To do: Should any entry include an image, skip the image and copy the entry exactly.

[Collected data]
== == ==
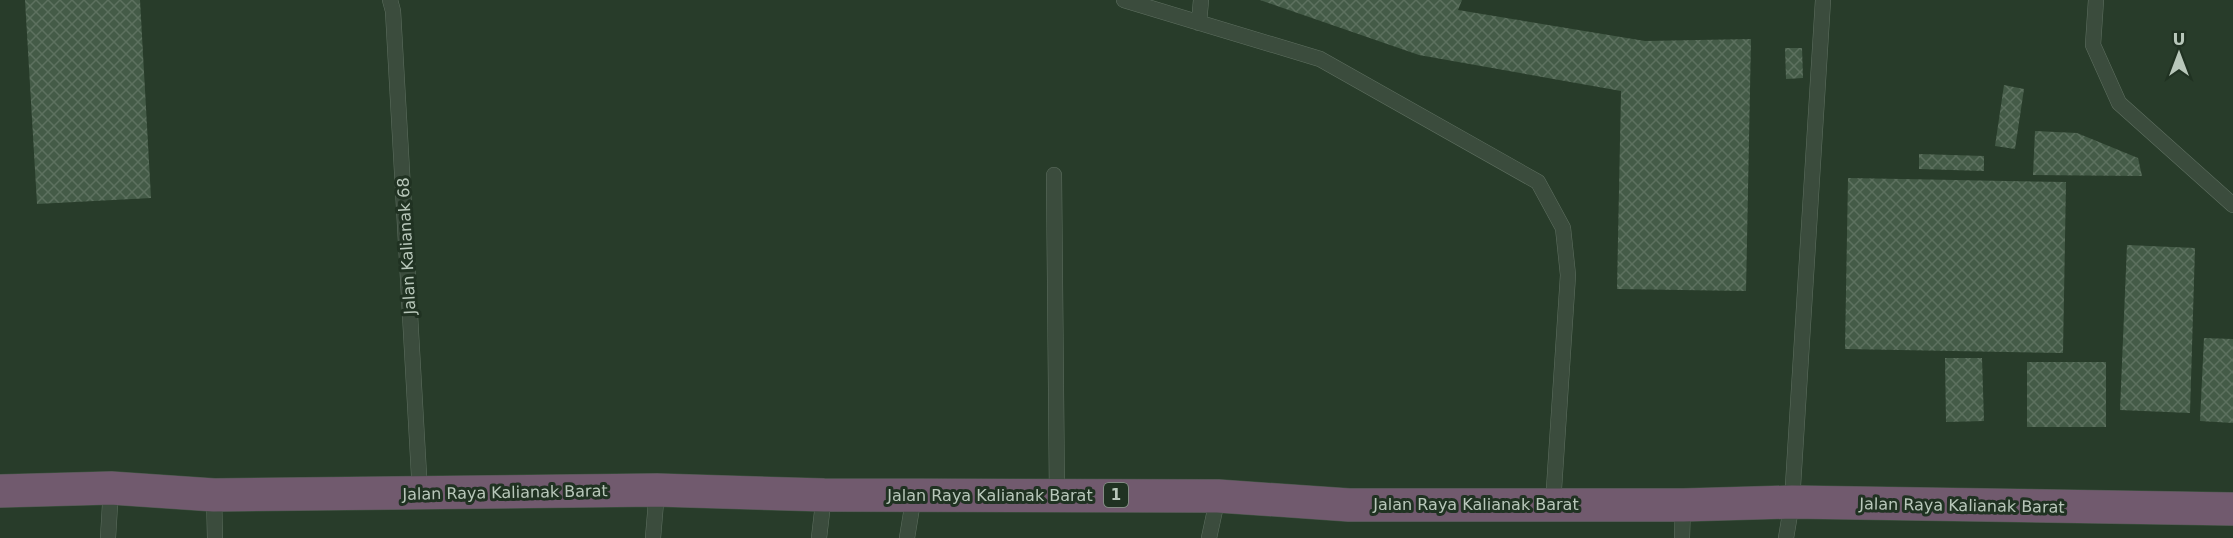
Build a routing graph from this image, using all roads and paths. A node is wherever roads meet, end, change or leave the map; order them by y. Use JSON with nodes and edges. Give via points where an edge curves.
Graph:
{"nodes":[{"id":1,"x":390,"y":0,"type":"edge"},
{"id":2,"x":1124,"y":0,"type":"edge"},
{"id":3,"x":1201,"y":0,"type":"edge"},
{"id":4,"x":1823,"y":0,"type":"edge"},
{"id":5,"x":2096,"y":0,"type":"edge"},
{"id":6,"x":1199,"y":23,"type":"junction"},
{"id":7,"x":1054,"y":174,"type":"dead end"},
{"id":8,"x":2233,"y":205,"type":"edge"},
{"id":9,"x":111,"y":488,"type":"junction"},
{"id":10,"x":657,"y":490,"type":"junction"},
{"id":11,"x":0,"y":491,"type":"edge"},
{"id":12,"x":420,"y":493,"type":"junction"},
{"id":13,"x":214,"y":495,"type":"junction"},
{"id":14,"x":824,"y":495,"type":"junction"},
{"id":15,"x":914,"y":495,"type":"junction"},
{"id":16,"x":1057,"y":495,"type":"junction"},
{"id":17,"x":1218,"y":496,"type":"junction"},
{"id":18,"x":1792,"y":502,"type":"junction"},
{"id":19,"x":1553,"y":504,"type":"junction"},
{"id":20,"x":1683,"y":505,"type":"junction"},
{"id":21,"x":2233,"y":509,"type":"edge"},
{"id":22,"x":108,"y":538,"type":"edge"},
{"id":23,"x":215,"y":538,"type":"edge"},
{"id":24,"x":653,"y":538,"type":"edge"},
{"id":25,"x":819,"y":538,"type":"edge"},
{"id":26,"x":907,"y":538,"type":"edge"},
{"id":27,"x":1209,"y":538,"type":"edge"},
{"id":28,"x":1682,"y":538,"type":"edge"},
{"id":29,"x":1786,"y":538,"type":"edge"}],
"edges":[{"from":1,"to":12,"type":"lane","name":"Jalan Kalianak 68"},
{"from":2,"to":6,"type":"lane"},
{"from":3,"to":6,"type":"lane"},
{"from":4,"to":18,"type":"lane"},
{"from":5,"to":8,"type":"lane","via":[[2093,45],[2119,103]]},
{"from":6,"to":19,"type":"lane","via":[[1320,59],[1538,182],[1563,228],[1568,275]]},
{"from":7,"to":16,"type":"lane"},
{"from":9,"to":11,"type":"highway","name":"Jalan Raya Kalianak Barat","number":"1"},
{"from":9,"to":13,"type":"highway","name":"Jalan Raya Kalianak Barat","number":"1"},
{"from":9,"to":22,"type":"lane"},
{"from":10,"to":12,"type":"highway","name":"Jalan Raya Kalianak Barat","number":"1"},
{"from":10,"to":14,"type":"highway","name":"Jalan Raya Kalianak Barat","number":"1"},
{"from":10,"to":24,"type":"lane"},
{"from":12,"to":13,"type":"highway","name":"Jalan Raya Kalianak Barat","number":"1"},
{"from":13,"to":23,"type":"lane"},
{"from":14,"to":15,"type":"highway","name":"Jalan Raya Kalianak Barat","number":"1"},
{"from":14,"to":25,"type":"lane"},
{"from":15,"to":16,"type":"highway","name":"Jalan Raya Kalianak Barat","number":"1"},
{"from":15,"to":26,"type":"lane"},
{"from":16,"to":17,"type":"highway","name":"Jalan Raya Kalianak Barat","number":"1"},
{"from":17,"to":19,"type":"highway","name":"Jalan Raya Kalianak Barat","number":"1","via":[[1349,505]]},
{"from":17,"to":27,"type":"lane"},
{"from":18,"to":20,"type":"highway","name":"Jalan Raya Kalianak Barat","number":"1"},
{"from":18,"to":21,"type":"highway","name":"Jalan Raya Kalianak Barat","number":"1"},
{"from":18,"to":29,"type":"lane"},
{"from":19,"to":20,"type":"highway","name":"Jalan Raya Kalianak Barat","number":"1"},
{"from":20,"to":28,"type":"lane"}]}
== == ==
Result:
Build a routing graph from this image, using all roads and paths. A node is wherever roads meet, end, change or leave the map; order them by y. Use JSON with nodes and edges. Give via points where an edge curves.
Graph:
{"nodes":[{"id":1,"x":390,"y":0,"type":"edge"},
{"id":2,"x":1124,"y":0,"type":"edge"},
{"id":3,"x":1201,"y":0,"type":"edge"},
{"id":4,"x":1823,"y":0,"type":"edge"},
{"id":5,"x":2096,"y":0,"type":"edge"},
{"id":6,"x":1199,"y":23,"type":"junction"},
{"id":7,"x":1054,"y":174,"type":"dead end"},
{"id":8,"x":2233,"y":205,"type":"edge"},
{"id":9,"x":111,"y":488,"type":"junction"},
{"id":10,"x":657,"y":490,"type":"junction"},
{"id":11,"x":0,"y":491,"type":"edge"},
{"id":12,"x":420,"y":493,"type":"junction"},
{"id":13,"x":214,"y":495,"type":"junction"},
{"id":14,"x":824,"y":495,"type":"junction"},
{"id":15,"x":914,"y":495,"type":"junction"},
{"id":16,"x":1057,"y":495,"type":"junction"},
{"id":17,"x":1218,"y":496,"type":"junction"},
{"id":18,"x":1792,"y":502,"type":"junction"},
{"id":19,"x":1553,"y":504,"type":"junction"},
{"id":20,"x":1683,"y":505,"type":"junction"},
{"id":21,"x":2233,"y":509,"type":"edge"},
{"id":22,"x":108,"y":538,"type":"edge"},
{"id":23,"x":215,"y":538,"type":"edge"},
{"id":24,"x":653,"y":538,"type":"edge"},
{"id":25,"x":819,"y":538,"type":"edge"},
{"id":26,"x":907,"y":538,"type":"edge"},
{"id":27,"x":1209,"y":538,"type":"edge"},
{"id":28,"x":1682,"y":538,"type":"edge"},
{"id":29,"x":1786,"y":538,"type":"edge"}],
"edges":[{"from":1,"to":12,"type":"lane","name":"Jalan Kalianak 68"},
{"from":2,"to":6,"type":"lane"},
{"from":3,"to":6,"type":"lane"},
{"from":4,"to":18,"type":"lane"},
{"from":5,"to":8,"type":"lane","via":[[2093,45],[2119,103]]},
{"from":6,"to":19,"type":"lane","via":[[1320,59],[1538,182],[1563,228],[1568,275]]},
{"from":7,"to":16,"type":"lane"},
{"from":9,"to":11,"type":"highway","name":"Jalan Raya Kalianak Barat","number":"1"},
{"from":9,"to":13,"type":"highway","name":"Jalan Raya Kalianak Barat","number":"1"},
{"from":9,"to":22,"type":"lane"},
{"from":10,"to":12,"type":"highway","name":"Jalan Raya Kalianak Barat","number":"1"},
{"from":10,"to":14,"type":"highway","name":"Jalan Raya Kalianak Barat","number":"1"},
{"from":10,"to":24,"type":"lane"},
{"from":12,"to":13,"type":"highway","name":"Jalan Raya Kalianak Barat","number":"1"},
{"from":13,"to":23,"type":"lane"},
{"from":14,"to":15,"type":"highway","name":"Jalan Raya Kalianak Barat","number":"1"},
{"from":14,"to":25,"type":"lane"},
{"from":15,"to":16,"type":"highway","name":"Jalan Raya Kalianak Barat","number":"1"},
{"from":15,"to":26,"type":"lane"},
{"from":16,"to":17,"type":"highway","name":"Jalan Raya Kalianak Barat","number":"1"},
{"from":17,"to":19,"type":"highway","name":"Jalan Raya Kalianak Barat","number":"1","via":[[1349,505]]},
{"from":17,"to":27,"type":"lane"},
{"from":18,"to":20,"type":"highway","name":"Jalan Raya Kalianak Barat","number":"1"},
{"from":18,"to":21,"type":"highway","name":"Jalan Raya Kalianak Barat","number":"1"},
{"from":18,"to":29,"type":"lane"},
{"from":19,"to":20,"type":"highway","name":"Jalan Raya Kalianak Barat","number":"1"},
{"from":20,"to":28,"type":"lane"}]}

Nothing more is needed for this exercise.